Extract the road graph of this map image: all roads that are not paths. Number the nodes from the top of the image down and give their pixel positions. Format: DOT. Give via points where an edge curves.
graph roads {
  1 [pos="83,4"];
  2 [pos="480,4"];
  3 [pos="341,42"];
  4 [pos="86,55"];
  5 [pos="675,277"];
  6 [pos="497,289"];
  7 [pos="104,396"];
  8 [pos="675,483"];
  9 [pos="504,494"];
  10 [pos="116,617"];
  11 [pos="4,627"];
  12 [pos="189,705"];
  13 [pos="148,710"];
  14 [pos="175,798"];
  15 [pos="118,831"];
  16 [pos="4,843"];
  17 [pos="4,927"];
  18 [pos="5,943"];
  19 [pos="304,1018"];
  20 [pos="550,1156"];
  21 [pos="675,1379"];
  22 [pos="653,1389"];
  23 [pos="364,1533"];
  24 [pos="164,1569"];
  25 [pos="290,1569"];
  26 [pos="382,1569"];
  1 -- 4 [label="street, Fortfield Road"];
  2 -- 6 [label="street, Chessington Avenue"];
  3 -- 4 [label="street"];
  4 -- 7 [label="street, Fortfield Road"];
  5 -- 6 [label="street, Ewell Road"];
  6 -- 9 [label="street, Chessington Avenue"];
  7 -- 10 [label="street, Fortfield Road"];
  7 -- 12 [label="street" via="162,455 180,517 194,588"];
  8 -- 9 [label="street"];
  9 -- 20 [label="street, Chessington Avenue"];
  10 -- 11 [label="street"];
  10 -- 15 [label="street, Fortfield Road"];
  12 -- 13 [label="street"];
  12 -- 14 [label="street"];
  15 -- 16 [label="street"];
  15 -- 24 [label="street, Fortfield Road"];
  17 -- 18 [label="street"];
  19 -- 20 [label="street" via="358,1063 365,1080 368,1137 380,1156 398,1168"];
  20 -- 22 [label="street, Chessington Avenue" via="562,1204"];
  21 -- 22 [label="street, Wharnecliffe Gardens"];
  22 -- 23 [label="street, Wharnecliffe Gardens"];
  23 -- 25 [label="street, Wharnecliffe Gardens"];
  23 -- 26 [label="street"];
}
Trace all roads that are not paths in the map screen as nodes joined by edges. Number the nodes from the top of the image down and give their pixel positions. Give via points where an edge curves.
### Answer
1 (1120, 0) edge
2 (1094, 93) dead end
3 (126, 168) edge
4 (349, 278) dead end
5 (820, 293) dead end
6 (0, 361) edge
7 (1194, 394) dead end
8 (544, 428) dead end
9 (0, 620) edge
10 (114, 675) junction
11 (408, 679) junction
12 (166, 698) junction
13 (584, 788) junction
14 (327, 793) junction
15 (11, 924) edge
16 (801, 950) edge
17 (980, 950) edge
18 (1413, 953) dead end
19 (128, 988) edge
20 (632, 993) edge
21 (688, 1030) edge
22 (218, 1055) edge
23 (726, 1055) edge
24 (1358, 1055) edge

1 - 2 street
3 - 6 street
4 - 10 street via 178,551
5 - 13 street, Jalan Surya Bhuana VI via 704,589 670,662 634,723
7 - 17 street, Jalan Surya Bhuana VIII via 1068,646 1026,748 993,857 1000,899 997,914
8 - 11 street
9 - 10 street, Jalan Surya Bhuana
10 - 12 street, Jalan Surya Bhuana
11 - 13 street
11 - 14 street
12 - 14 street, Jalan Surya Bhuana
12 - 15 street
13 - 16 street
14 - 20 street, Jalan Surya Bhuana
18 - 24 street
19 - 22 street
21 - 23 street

**Task statement**
Would you retype the whole listing, exactly as it reads?

**Output for this exercise**
Extract the road graph of this map image: all roads that are not paths. Number the nodes from the top of the image down and give their pixel positions. Format: DOT. Give via points where an edge curves.
graph roads {
  1 [pos="83,4"];
  2 [pos="480,4"];
  3 [pos="341,42"];
  4 [pos="86,55"];
  5 [pos="675,277"];
  6 [pos="497,289"];
  7 [pos="104,396"];
  8 [pos="675,483"];
  9 [pos="504,494"];
  10 [pos="116,617"];
  11 [pos="4,627"];
  12 [pos="189,705"];
  13 [pos="148,710"];
  14 [pos="175,798"];
  15 [pos="118,831"];
  16 [pos="4,843"];
  17 [pos="4,927"];
  18 [pos="5,943"];
  19 [pos="304,1018"];
  20 [pos="550,1156"];
  21 [pos="675,1379"];
  22 [pos="653,1389"];
  23 [pos="364,1533"];
  24 [pos="164,1569"];
  25 [pos="290,1569"];
  26 [pos="382,1569"];
  1 -- 4 [label="street, Fortfield Road"];
  2 -- 6 [label="street, Chessington Avenue"];
  3 -- 4 [label="street"];
  4 -- 7 [label="street, Fortfield Road"];
  5 -- 6 [label="street, Ewell Road"];
  6 -- 9 [label="street, Chessington Avenue"];
  7 -- 10 [label="street, Fortfield Road"];
  7 -- 12 [label="street" via="162,455 180,517 194,588"];
  8 -- 9 [label="street"];
  9 -- 20 [label="street, Chessington Avenue"];
  10 -- 11 [label="street"];
  10 -- 15 [label="street, Fortfield Road"];
  12 -- 13 [label="street"];
  12 -- 14 [label="street"];
  15 -- 16 [label="street"];
  15 -- 24 [label="street, Fortfield Road"];
  17 -- 18 [label="street"];
  19 -- 20 [label="street" via="358,1063 365,1080 368,1137 380,1156 398,1168"];
  20 -- 22 [label="street, Chessington Avenue" via="562,1204"];
  21 -- 22 [label="street, Wharnecliffe Gardens"];
  22 -- 23 [label="street, Wharnecliffe Gardens"];
  23 -- 25 [label="street, Wharnecliffe Gardens"];
  23 -- 26 [label="street"];
}
Trace all roads that are not paths in the map screen as nodes joined by edges. Number the nodes from the top of the image down and give their pixel positions. Give via points where an edge curves.
### Answer
1 (1120, 0) edge
2 (1094, 93) dead end
3 (126, 168) edge
4 (349, 278) dead end
5 (820, 293) dead end
6 (0, 361) edge
7 (1194, 394) dead end
8 (544, 428) dead end
9 (0, 620) edge
10 (114, 675) junction
11 (408, 679) junction
12 (166, 698) junction
13 (584, 788) junction
14 (327, 793) junction
15 (11, 924) edge
16 (801, 950) edge
17 (980, 950) edge
18 (1413, 953) dead end
19 (128, 988) edge
20 (632, 993) edge
21 (688, 1030) edge
22 (218, 1055) edge
23 (726, 1055) edge
24 (1358, 1055) edge

1 - 2 street
3 - 6 street
4 - 10 street via 178,551
5 - 13 street, Jalan Surya Bhuana VI via 704,589 670,662 634,723
7 - 17 street, Jalan Surya Bhuana VIII via 1068,646 1026,748 993,857 1000,899 997,914
8 - 11 street
9 - 10 street, Jalan Surya Bhuana
10 - 12 street, Jalan Surya Bhuana
11 - 13 street
11 - 14 street
12 - 14 street, Jalan Surya Bhuana
12 - 15 street
13 - 16 street
14 - 20 street, Jalan Surya Bhuana
18 - 24 street
19 - 22 street
21 - 23 street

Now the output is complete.